__Activity__
This exercise calls for copying every line below that holds the word "function".

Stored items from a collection
==========

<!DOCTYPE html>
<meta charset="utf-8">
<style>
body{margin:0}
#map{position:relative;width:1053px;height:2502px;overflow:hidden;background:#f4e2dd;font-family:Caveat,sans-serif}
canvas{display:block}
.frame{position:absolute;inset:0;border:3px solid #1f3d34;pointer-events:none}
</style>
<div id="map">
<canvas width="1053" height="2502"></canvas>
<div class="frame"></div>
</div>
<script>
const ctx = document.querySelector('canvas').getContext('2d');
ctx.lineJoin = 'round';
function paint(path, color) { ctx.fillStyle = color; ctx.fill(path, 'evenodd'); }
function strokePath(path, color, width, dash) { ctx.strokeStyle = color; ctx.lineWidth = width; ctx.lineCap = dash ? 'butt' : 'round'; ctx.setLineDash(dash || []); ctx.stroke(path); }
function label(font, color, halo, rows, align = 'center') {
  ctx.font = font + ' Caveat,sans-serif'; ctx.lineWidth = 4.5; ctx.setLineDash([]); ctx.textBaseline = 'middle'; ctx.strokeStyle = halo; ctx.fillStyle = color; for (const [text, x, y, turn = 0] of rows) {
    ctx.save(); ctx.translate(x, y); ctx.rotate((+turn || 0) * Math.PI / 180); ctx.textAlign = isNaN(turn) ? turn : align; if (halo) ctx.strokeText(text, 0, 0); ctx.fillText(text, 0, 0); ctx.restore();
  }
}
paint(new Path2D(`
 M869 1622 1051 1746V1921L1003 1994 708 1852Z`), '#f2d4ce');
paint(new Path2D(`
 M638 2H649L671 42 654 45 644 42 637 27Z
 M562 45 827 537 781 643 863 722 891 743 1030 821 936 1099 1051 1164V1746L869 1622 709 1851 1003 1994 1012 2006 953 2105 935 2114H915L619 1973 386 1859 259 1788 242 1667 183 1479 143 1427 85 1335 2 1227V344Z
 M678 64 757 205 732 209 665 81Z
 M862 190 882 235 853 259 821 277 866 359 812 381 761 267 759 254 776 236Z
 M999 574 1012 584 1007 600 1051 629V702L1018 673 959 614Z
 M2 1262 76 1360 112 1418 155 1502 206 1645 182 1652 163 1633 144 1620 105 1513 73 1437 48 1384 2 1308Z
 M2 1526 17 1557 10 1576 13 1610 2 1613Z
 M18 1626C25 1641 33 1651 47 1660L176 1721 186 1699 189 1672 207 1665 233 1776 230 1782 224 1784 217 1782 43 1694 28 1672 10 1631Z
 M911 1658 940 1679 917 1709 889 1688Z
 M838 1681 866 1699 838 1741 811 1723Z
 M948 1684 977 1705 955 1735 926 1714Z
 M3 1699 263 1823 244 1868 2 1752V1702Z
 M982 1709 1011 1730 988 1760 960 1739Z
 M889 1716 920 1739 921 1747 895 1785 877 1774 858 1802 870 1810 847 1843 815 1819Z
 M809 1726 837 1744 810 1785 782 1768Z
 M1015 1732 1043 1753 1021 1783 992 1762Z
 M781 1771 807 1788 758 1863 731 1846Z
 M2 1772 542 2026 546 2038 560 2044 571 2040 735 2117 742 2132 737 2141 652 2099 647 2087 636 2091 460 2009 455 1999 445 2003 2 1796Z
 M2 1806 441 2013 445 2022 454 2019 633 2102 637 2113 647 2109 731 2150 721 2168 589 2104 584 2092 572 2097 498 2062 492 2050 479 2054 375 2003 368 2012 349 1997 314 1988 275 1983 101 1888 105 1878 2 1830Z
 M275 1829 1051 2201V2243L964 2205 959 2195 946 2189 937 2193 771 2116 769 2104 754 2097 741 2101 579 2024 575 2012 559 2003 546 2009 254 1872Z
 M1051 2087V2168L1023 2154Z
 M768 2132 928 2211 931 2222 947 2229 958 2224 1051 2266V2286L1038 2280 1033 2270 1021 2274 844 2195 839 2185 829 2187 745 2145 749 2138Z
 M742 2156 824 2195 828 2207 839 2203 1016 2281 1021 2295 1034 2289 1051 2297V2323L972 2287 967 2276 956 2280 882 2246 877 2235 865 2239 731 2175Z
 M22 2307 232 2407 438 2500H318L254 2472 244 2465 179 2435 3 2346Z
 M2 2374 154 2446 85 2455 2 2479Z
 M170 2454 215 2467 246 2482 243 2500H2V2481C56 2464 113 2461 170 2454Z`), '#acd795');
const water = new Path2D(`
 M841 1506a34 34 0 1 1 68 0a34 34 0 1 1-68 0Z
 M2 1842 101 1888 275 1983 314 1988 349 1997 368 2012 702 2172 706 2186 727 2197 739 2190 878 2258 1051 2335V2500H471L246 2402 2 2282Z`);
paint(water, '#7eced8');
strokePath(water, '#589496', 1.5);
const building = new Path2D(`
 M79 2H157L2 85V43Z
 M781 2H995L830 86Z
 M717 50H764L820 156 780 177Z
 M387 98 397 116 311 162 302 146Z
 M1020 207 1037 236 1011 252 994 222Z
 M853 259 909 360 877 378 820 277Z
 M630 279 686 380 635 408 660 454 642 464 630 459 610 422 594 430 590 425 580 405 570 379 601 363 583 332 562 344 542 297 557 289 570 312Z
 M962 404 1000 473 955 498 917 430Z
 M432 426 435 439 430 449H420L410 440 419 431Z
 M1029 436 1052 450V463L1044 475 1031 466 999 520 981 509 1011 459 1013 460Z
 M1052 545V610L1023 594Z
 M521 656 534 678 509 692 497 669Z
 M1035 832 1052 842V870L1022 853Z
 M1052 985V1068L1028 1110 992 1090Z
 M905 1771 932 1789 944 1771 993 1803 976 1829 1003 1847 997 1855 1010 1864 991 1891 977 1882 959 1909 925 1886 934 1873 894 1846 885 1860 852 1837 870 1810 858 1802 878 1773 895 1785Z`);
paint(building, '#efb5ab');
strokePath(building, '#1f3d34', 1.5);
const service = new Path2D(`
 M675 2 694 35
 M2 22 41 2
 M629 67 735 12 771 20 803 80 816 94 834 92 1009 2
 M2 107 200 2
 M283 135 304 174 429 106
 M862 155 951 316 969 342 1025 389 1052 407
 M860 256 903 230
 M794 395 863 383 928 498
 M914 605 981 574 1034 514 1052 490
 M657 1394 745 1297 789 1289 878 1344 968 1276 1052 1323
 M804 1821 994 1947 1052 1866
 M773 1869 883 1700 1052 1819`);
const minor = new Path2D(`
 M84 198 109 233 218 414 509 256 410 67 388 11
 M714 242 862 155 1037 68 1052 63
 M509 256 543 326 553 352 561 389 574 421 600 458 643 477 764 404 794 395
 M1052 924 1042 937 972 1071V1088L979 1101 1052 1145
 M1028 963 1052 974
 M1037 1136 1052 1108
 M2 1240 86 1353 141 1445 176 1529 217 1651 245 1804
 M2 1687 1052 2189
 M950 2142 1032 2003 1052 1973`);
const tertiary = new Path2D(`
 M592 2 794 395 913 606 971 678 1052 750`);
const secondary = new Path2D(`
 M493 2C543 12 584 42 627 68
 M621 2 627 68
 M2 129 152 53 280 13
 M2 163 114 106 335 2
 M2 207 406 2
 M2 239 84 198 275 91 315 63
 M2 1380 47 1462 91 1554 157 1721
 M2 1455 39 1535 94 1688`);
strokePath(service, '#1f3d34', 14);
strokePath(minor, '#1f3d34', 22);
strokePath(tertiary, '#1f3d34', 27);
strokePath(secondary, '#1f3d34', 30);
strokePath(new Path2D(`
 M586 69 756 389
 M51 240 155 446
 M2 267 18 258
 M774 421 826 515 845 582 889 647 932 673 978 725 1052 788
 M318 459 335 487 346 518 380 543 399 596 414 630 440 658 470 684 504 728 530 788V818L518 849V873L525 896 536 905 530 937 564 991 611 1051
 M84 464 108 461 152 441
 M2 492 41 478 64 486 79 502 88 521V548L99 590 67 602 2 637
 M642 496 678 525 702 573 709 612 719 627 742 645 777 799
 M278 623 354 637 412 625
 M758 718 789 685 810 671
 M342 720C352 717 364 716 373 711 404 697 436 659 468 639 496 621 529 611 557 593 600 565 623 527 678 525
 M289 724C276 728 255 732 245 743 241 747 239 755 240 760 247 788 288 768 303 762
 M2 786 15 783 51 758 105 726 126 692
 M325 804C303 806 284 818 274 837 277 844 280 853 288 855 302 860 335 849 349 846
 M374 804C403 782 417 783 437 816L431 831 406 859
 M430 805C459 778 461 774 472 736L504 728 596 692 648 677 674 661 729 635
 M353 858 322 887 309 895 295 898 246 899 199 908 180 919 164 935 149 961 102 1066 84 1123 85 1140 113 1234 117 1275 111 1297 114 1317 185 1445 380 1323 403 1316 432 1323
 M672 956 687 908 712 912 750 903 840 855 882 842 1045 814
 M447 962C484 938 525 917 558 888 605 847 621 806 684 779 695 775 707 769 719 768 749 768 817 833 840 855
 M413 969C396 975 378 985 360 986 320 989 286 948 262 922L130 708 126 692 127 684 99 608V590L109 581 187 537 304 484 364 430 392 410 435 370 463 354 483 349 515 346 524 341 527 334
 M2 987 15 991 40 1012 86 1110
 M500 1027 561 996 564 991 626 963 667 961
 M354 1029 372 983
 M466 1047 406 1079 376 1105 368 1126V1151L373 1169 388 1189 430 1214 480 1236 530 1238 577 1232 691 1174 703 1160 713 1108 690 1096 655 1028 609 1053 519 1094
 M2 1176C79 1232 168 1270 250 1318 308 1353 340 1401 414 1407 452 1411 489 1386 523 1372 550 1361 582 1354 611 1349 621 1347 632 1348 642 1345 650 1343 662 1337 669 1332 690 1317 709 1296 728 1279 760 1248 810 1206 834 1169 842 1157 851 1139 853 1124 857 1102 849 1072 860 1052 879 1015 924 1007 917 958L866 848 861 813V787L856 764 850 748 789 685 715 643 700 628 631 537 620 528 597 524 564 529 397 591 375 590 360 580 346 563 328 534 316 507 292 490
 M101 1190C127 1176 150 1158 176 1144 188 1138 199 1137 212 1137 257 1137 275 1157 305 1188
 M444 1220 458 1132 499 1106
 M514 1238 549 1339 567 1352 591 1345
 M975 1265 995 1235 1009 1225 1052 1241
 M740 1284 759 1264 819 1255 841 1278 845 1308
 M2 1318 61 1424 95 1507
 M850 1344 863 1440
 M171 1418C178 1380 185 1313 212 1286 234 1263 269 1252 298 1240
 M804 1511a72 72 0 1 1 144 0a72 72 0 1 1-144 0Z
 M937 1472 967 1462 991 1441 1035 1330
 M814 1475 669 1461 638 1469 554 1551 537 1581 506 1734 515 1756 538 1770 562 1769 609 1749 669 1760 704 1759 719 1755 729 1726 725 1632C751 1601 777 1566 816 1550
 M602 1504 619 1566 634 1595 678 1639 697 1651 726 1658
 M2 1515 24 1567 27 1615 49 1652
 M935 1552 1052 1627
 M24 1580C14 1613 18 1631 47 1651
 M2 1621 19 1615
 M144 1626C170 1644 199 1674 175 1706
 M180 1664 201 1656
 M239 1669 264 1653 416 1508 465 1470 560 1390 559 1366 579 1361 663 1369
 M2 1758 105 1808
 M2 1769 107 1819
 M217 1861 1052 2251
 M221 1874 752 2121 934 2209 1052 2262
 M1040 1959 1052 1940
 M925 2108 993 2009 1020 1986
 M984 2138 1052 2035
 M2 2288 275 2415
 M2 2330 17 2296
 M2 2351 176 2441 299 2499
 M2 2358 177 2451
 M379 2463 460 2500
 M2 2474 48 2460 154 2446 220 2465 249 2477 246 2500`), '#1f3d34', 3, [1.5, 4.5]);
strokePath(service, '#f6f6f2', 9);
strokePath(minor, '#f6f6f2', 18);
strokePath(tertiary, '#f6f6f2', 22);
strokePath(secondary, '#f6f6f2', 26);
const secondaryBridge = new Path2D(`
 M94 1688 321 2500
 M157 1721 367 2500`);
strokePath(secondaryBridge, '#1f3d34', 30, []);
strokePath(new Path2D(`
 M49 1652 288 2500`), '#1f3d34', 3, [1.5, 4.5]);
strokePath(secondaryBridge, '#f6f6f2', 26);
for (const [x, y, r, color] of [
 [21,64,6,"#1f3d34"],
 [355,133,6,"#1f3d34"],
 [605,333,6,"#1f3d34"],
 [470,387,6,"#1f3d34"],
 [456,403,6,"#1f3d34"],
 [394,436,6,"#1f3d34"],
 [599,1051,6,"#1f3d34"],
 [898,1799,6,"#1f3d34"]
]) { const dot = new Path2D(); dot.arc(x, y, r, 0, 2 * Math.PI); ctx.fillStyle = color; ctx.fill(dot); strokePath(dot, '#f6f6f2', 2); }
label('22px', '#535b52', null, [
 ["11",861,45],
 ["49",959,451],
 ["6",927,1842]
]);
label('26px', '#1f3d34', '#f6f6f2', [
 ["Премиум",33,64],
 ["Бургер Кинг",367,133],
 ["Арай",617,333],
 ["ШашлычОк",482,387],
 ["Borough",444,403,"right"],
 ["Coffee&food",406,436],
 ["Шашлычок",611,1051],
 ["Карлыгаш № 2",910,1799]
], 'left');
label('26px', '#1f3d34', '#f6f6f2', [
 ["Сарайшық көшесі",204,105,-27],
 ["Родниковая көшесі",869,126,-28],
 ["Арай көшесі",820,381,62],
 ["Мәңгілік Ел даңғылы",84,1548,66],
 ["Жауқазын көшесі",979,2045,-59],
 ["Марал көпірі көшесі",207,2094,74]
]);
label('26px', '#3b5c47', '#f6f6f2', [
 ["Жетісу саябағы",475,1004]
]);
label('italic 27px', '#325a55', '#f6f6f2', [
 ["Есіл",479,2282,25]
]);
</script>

==========

__Output of the exercise__
function paint(path, color) { ctx.fillStyle = color; ctx.fill(path, 'evenodd'); }
function strokePath(path, color, width, dash) { ctx.strokeStyle = color; ctx.lineWidth = width; ctx.lineCap = dash ? 'butt' : 'round'; ctx.setLineDash(dash || []); ctx.stroke(path); }
function label(font, color, halo, rows, align = 'center') {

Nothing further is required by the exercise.